Want to know how the ice-cream cone went from the dessert plates of snooty Frenchmen into the fist of some rocky-road-smeared toddler at Baskin-Robbins? Here’s the scoop, plus a few other tidbits of 20th-century ice-cream history.
1770s
Wafer cornets filled with candies, fruit pastes, and creams are served as desserts at fancy dinners throughout Europe.
1807
An engraving by French artist Louis-Philibert Debucourt shows a woman licking ice cream from a wafer cone or cone-shaped holder at the Paris café Frascati.
1850s–1890s
Street vendors in New York sell ice cream in penny licks—small glass containers that must be returned to the vendors after consumption. Breakage is always a problem. Meanwhile, over in London, vendors start to experiment with different containers for their half-penny ices.
1903
New York italian-ice vendor Italo Marchiony patents a mold for a handheld, edible pastry cup that many people believe to be the United States’s first ice-cream cone or at least an important precursor. However, because his pastries have a flat base rather than a cone-shaped one, he loses later lawsuits claiming that ice-cream-cone makers stole his idea.
1904
Ice-cream cones are invented at the St. Louis World’s Fair, probably by Ernest Hamwi, a Syrian immigrant. When his neighbor, an ice-cream vendor, ran out of bowls to give to customers, Hamwi shaped his zalabia—a flat Middle Eastern pastry—into edible cones.
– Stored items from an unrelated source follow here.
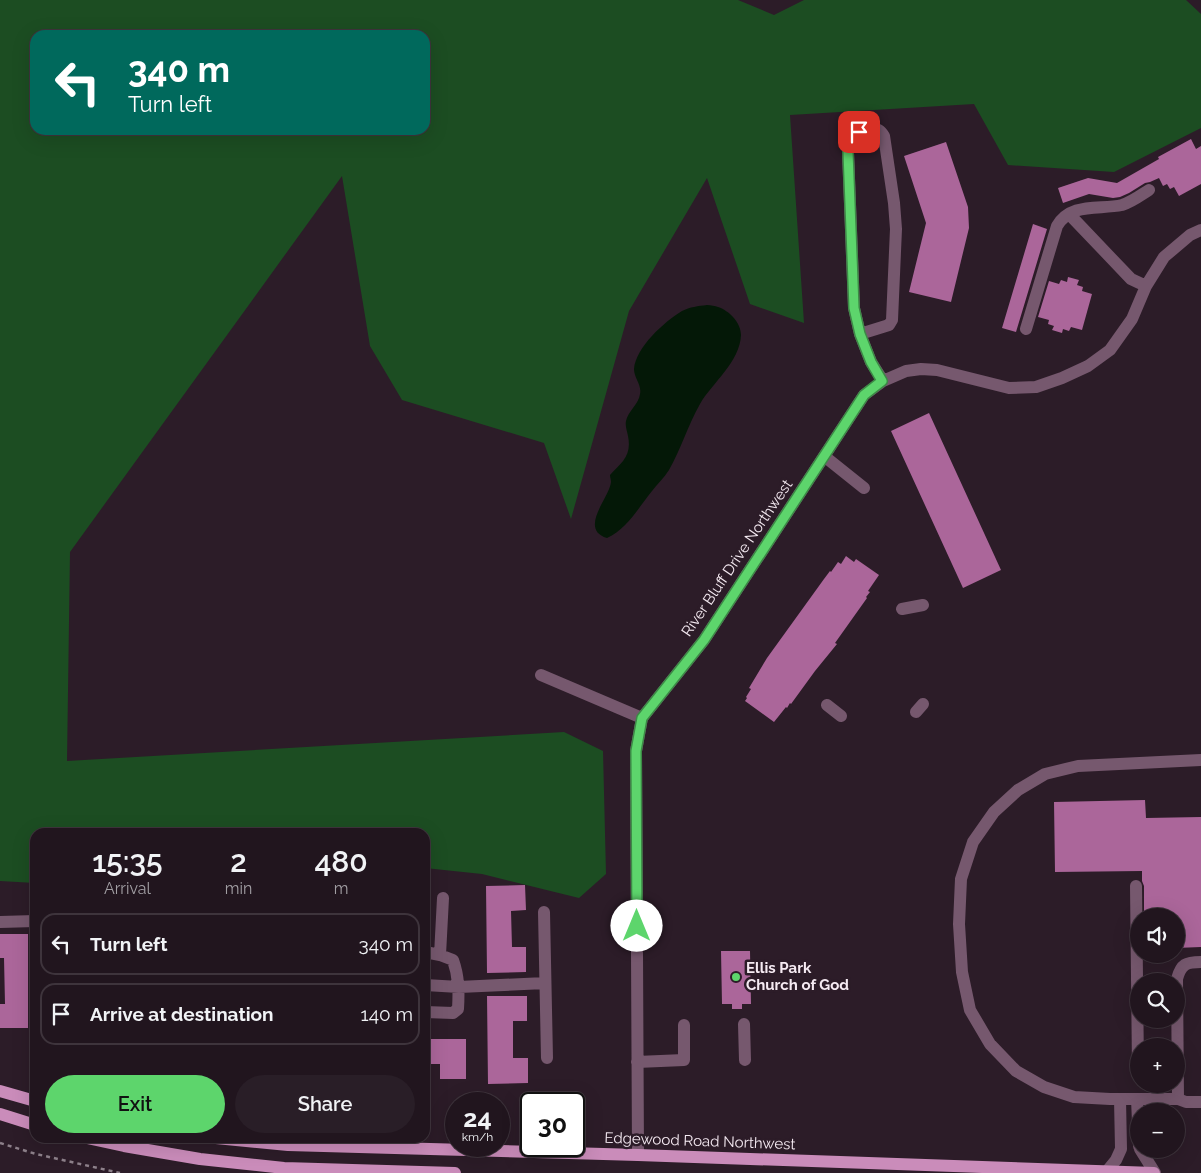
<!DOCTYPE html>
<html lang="en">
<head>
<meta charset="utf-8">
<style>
	:root { --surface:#21151e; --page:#291e27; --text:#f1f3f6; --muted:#a29fa4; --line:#3e343c; --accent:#5dd56c }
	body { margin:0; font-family:Raleway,sans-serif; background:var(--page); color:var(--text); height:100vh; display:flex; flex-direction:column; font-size:19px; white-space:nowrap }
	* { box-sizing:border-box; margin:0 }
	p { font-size:16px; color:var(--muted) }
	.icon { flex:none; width:28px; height:28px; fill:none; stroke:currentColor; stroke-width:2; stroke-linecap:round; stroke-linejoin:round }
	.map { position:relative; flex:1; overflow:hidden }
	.drawer { position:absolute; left:30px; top:828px; width:400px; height:315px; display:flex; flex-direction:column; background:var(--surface); border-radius:15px; box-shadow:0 5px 20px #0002,0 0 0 1px var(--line) }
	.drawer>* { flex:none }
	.banner { position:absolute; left:30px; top:30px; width:400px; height:105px; border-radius:15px; box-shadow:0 5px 20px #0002,0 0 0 1px var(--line); background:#00695c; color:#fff; overflow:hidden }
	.tools { position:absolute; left:1130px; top:908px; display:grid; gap:10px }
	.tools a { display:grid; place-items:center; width:55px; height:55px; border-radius:50%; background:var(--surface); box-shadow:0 5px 20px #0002,0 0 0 1px var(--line); font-size:25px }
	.speed { position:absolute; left:445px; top:1092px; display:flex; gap:10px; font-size:25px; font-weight:700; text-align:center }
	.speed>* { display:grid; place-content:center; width:65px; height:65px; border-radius:50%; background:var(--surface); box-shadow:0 5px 20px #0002,0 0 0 1px var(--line); line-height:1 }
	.speed small { font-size:12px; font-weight:400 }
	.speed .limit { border:2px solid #111; border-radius:8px; background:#fff; color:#111 }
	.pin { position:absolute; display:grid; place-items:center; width:42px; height:42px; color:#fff; margin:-21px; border-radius:10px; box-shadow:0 2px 8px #0006 }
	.me { position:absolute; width:55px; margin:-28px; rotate:0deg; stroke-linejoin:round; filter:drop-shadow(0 0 4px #0008) }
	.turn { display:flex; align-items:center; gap:18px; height:105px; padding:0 15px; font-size:22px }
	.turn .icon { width:65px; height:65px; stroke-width:2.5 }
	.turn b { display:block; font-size:35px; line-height:42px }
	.eta { display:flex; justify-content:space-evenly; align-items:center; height:85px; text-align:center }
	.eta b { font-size:30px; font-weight:600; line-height:35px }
	.button { display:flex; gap:10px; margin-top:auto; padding:10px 15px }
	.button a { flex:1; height:58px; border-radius:30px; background:var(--accent); color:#111; font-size:20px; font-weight:600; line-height:58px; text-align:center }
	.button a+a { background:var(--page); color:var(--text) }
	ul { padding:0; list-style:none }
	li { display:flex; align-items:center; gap:15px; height:62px; margin:0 10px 8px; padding:0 5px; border:2px solid var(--line); border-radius:15px }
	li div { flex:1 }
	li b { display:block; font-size:19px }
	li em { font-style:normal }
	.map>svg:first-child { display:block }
</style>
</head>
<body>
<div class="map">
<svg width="1201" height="1173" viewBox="0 0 1201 1173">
	<rect width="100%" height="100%" fill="#2c1c28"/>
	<path fill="#1c4d22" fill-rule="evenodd" d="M 0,0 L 738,0 L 774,15 L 804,0 L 1186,0 L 1201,14 L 1201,128 L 1114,172 L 1008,165 L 974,104 L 790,115 L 804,323 L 750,304 L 707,178 L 629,311 L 571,519 L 544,443 L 402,400 L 370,346 L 342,176 L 70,552 L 67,761 L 564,732 L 603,751 L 606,874 L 579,898 L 482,874 L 425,868 L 425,832 L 35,832 L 35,883 L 0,881 ZM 35,35 L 425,35 L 425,130 L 35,130 Z"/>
	<path fill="#041807" d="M 707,305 C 711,305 715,306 718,307 C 730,311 741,323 741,335 C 740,362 712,383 700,404 C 688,425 681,449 669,470 C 664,478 657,484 652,491 C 639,507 627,529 607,538 C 578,529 610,497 611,482 C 611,480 610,477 610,475 C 622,462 632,456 628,436 C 627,431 625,426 626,421 C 628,411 639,404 640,394 C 642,385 634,378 634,369 C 636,347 664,322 682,311 C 690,307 698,306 707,305 Z"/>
	<path fill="#ab669a" d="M 1191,139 L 1196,149 L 1201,146 L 1201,184 L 1179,196 L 1174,187 L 1170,189 L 1167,184 L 1163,186 L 1159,178 L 1150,182 L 1145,183 L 1129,193 L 1120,197 L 1113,198 L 1089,194 L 1063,203 L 1058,188 L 1088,178 L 1117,183 L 1159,159 L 1158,157 Z
		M 946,142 L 968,207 L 969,228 L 951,302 L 909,292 L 926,223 L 904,156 Z
		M 1033,224 L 1047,229 L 1016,332 L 1002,328 Z
		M 1068,277 L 1079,280 L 1077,285 L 1083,287 L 1082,291 L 1092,294 L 1082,330 L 1071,327 L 1069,331 L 1063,329 L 1062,333 L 1052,330 L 1054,326 L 1048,324 L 1049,320 L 1038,317 L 1049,281 L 1059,284 L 1061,280 L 1067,282 Z
		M 929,413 L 1001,570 L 963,588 L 891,431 Z
		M 846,556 L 854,562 L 856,559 L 879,575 L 868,591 L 870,592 L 866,597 L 867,598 L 835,643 L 837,644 L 815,671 L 791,704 L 790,703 L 787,708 L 786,707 L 774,722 L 745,701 L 747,698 L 746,697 L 751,689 L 749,688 L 767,658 L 824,579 L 830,571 L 831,572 L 838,562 L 841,564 Z
		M 1145,800 L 1146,818 L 1201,817 L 1201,947 L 1176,948 L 1176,916 L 1144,916 L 1144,886 L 1142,881 L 1142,871 L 1055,872 L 1054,802 Z
		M 525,885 L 526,910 L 511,911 L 512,947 L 526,947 L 526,972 L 487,973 L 486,886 Z
		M 0,934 L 28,934 L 28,1028 L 0,1028 L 0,1004 L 5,1004 L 4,958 L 0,958 Z
		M 721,951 L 750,951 L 751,1004 L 742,1004 L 742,1009 L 732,1009 L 732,1004 L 722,1004 Z
		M 487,996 L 527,996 L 527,1021 L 513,1021 L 513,1058 L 528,1058 L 528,1083 L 488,1084 Z
		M 425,1039 L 466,1039 L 466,1079 L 440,1079 L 440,1064 L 425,1064 Z"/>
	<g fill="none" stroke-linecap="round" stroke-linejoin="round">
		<path stroke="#8d808a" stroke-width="2.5" stroke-dasharray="4 4" stroke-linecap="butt" d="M 0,1143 L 36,1154 L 120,1173"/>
		<path stroke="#76586e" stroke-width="12" d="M 1069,214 L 1131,279 L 1146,286
			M 1026,329 L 1057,226 C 1071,202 1099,210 1122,205 C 1132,202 1141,195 1149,190
			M 860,334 L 889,325 L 892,320 L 896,229 L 894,203 L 884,136 C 880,130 877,128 870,129 C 856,130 853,141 848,152 L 854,308 L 860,334 L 871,362 L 883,381
			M 824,456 L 864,488
			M 902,609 L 923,605
			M 541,675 L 642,718
			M 827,705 L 841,716
			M 916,712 L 923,704
			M 1201,760 L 1078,766 L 1045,774 L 1018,790 L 994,812 L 973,842 L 961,879 L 959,924 L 962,972 L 970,1010 L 990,1044 L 1016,1071 L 1044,1087 L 1074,1097 L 1110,1099 L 1178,1099 L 1186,1102 L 1201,1102
			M 1136,886 L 1138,1069
			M 544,912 L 547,1058
			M 0,922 L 35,921
			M 425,952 L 440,955
			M 425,985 L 459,987 L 545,983
			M 425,1012 L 453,1013 L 458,1009 C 459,992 459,977 453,960 L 440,955 L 443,898
			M 744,1024 L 745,1060
			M 637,1062 L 684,1060 L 684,1025
			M 1137,1099 L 1139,1146
			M 1178,1099 L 1177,979 C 1181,964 1186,962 1201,962
			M 1140,1149 L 1155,1173
			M 638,1155 L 636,751 L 642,718 L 704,640 L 864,395 L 883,381 L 906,371 L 921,369 L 937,370 L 1009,388 L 1036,387 L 1062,378 L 1088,366 L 1110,350 L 1132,319 L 1146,286 L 1164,257 L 1190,235 L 1201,230
			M 1107,1171 L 1116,1160 L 1121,1149 L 1120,1099"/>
		<path stroke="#ca8cba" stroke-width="12" d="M 0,1091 L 35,1101
			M 0,1114 L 35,1125
			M 87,1138 L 124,1146 L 200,1159 L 284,1168 L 455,1173
			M 216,1138 L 288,1145 L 638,1155 L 1154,1173"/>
	</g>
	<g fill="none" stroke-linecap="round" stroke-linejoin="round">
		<defs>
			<path id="route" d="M 637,926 L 636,751 L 642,718 L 704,640 L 864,395 L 882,381 L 871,362 L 860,334 L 854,308 L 848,152 L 853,140 L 859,132"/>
		</defs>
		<use href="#route" stroke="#3c8a46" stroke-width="12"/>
		<use href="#route" stroke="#5dd56c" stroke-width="9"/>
	</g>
	<circle fill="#5dd56c" stroke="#2c1c28" stroke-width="2" cx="736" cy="977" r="5"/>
	<g text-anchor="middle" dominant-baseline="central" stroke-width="5" stroke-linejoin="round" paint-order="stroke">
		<g font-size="15" fill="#f5eaf2" stroke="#2c1c28">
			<text transform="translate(737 558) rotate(-56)">River Bluff Drive Northwest</text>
			<text transform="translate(700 1141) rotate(2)">Edgewood Road Northwest</text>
		</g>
		<g font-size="15" font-weight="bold" fill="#f5eaf2" stroke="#2c1c28" text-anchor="start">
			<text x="746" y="968">Ellis Park<tspan x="746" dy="17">Church of God</tspan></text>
		</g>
	</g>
</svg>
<div class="tools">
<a><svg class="icon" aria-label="sound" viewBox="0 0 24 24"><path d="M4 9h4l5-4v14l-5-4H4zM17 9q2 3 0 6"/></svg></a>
<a><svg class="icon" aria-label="search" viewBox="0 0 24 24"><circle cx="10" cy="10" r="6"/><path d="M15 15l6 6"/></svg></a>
<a>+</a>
<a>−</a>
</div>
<div class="speed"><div>24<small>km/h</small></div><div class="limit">30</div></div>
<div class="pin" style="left:859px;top:132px;background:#d93025"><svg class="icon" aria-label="arrive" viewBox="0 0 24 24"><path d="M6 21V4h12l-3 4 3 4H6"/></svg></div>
<svg class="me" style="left:637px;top:926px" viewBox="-20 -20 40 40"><circle r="19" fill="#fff"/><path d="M0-13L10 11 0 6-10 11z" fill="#5dd56c"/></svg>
<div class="banner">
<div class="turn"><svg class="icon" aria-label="left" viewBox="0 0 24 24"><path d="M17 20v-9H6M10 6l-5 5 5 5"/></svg><div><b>340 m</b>Turn left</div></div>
</div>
<section class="drawer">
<div class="eta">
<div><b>15:35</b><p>Arrival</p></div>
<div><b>2</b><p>min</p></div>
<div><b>480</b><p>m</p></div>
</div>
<ul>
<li><svg class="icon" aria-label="left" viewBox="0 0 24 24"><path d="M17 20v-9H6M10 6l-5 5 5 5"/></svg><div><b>Turn left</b></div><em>340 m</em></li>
<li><svg class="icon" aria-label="arrive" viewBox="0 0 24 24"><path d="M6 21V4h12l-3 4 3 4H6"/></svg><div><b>Arrive at destination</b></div><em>140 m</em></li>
</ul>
<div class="button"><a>Exit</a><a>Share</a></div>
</section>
</div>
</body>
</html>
But several other vendors claim to have had the same idea before or at the same time Hamwi did, so the question of who deserves the credit remains hazy. All that’s known for sure is that by the end of the fair, more than 50 stands were selling these World’s Fair cornucopias.
1905
Abe Doumar, another Syrian immigrant, builds the first-ever ice-cream-cone machine. The modified waffle iron makes four cones at a time and is still in use at Doumar’s Cones and Barbecue, a restaurant Abe’s brother founded in 1934 in Norfolk, Virginia.
1914
Wafer-like cake cones show up as an alternative to waffle cones in US ice-cream shops. Early ads emphasize that they’re made in a sanitary factory instead of being hand-rolled.
1999
Richard B. Hartman files a patent for a motorized ice-cream cone. No word on whether it was this design that was eventually tested, mass-produced, and featured on Kathie Lee & Hoda in 2009.
2011
A team of seven gelato artisans completes the world’s largest ice-cream cone in Rimini, Italy. It stands a little more than 9 feet, 2 inches tall and consists of an internal wafer cone set inside a larger white-chocolate cone, which is decorated with 2,000 wafer biscuits.